The massive, sprawling land of Russia is home to world-class museums and palaces, forbidding arctic landscapes, and everything in between. Its inhabitants are diverse, speaking many languages and following a wide range of religious traditions. This rich variety has made Russia a fascinating place to explore and to visit.
The Russian government is more complex than many Western nations’, with a long history of monarchy and totalitarianism, as well as vast reserves of oil, gas, and precious metals. These riches have not always filtered down to the people, who remain mostly poor. But there are signs that the current political system is stable and attempting to create opportunity for the masses.
Getting to know Russia’s cuisine is a great way to enjoy the country, especially since it’s so varied. Taking a food tour at the beginning of your trip is a great introduction, and will also give you ideas about which dishes to seek out in restaurants throughout your trip.
A good time to travel to Russia is in late Spring. The famous “white nights” of Saint Petersburg (featuring bright, twilight days that never really happen) occur in late May and early June, when the city comes alive with residents wandering the streets for nighttime strolls and enjoying a slew of open-air music shows.

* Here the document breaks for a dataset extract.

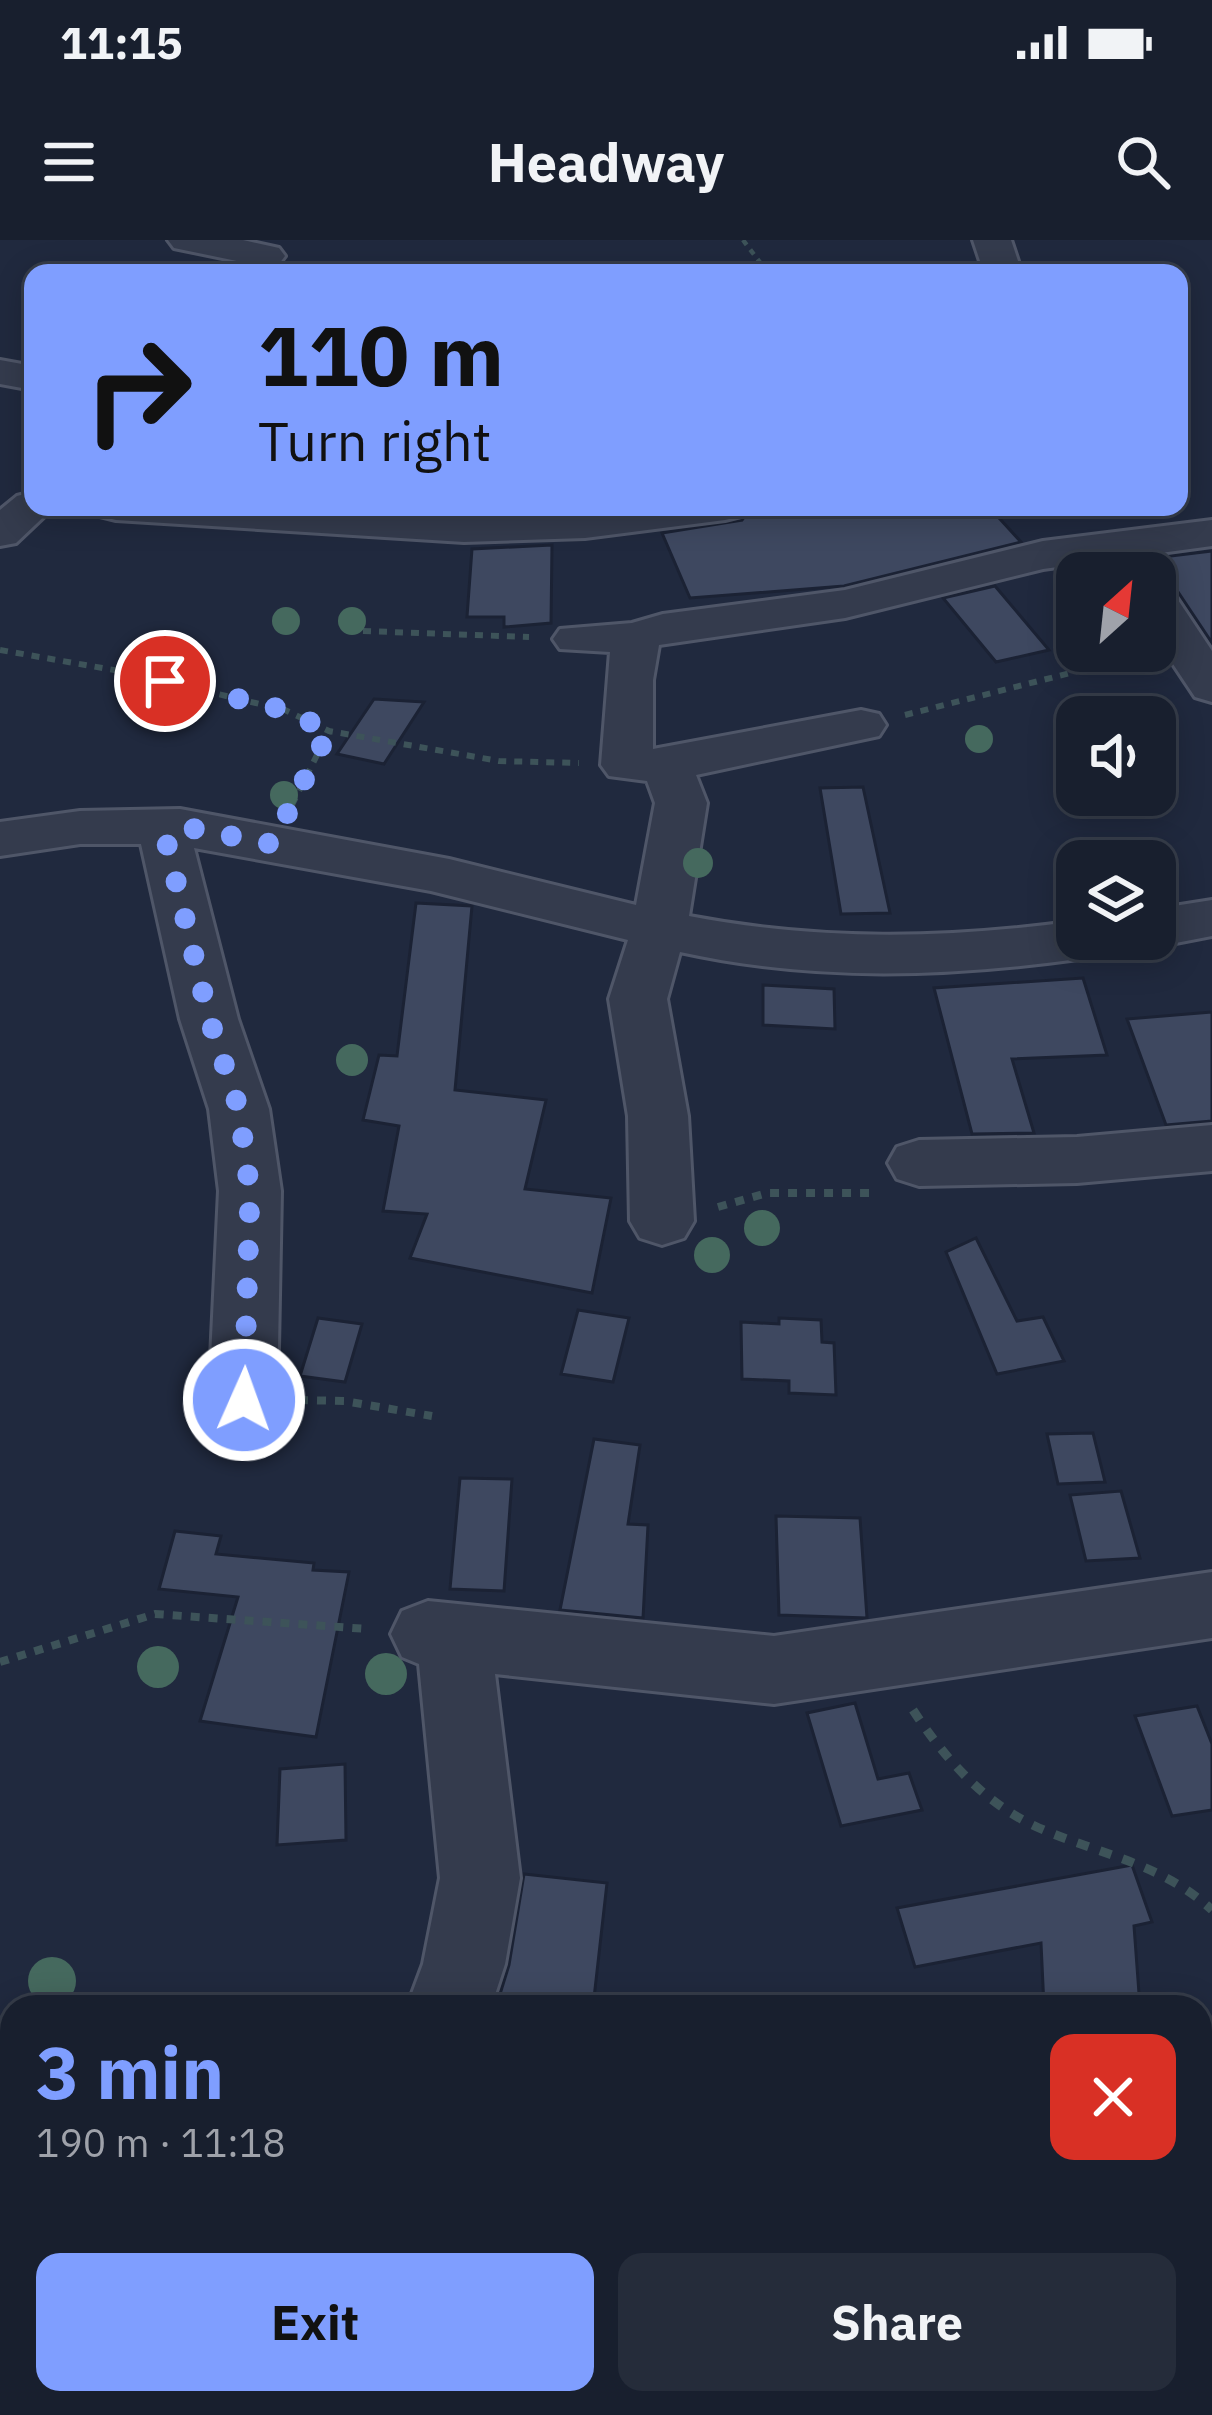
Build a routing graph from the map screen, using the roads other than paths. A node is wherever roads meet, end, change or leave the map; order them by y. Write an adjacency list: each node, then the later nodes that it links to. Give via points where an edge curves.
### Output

Summers in Moscow and St Petersburg are warm and sunny. Visitors can swim in the many lakes and rivers that flow through the cities, as well as in the sea along the Baltic coast. The gardens of the royal estates of Pushkin and Peterhof reopen in June, and this is one of the best times to see them at their peak beauty.
Visiting Russia in Fall is also an excellent choice, as the weather starts to turn milder and some of the summer crowds have dispersed. Visitors can also enjoy the blooming of many flowering plants, which transforms city parks and gardens into a display of color. Winter in Moscow and St Petersburg is cold, but not as frigid as the Arctic regions. The snow melts quickly, and the ice in rivers and canals starts to break up by March.
It’s important to arrive in Russia prepared for any weather conditions. While seeing most attractions independently in Moscow and St Petersburg is surprisingly easy, most will require advance bookings and a guide, particularly if you don’t speak Russian. Ideally, you should plan your trip several months ahead of time and consider using a specialist travel agency to book accommodation, arrange visas, and make key transport bookings. Visitors must register with the authorities within seven days of arrival, and this can be done with your hotel or hostel, or your landlord, friend or family if staying in private accommodations. The registration procedure requires written proof of your entry date and exit date, written in European calendar convention rather than American dates. This will help avoid confusion as the dates approach and ensure you’re not overstaying your visa.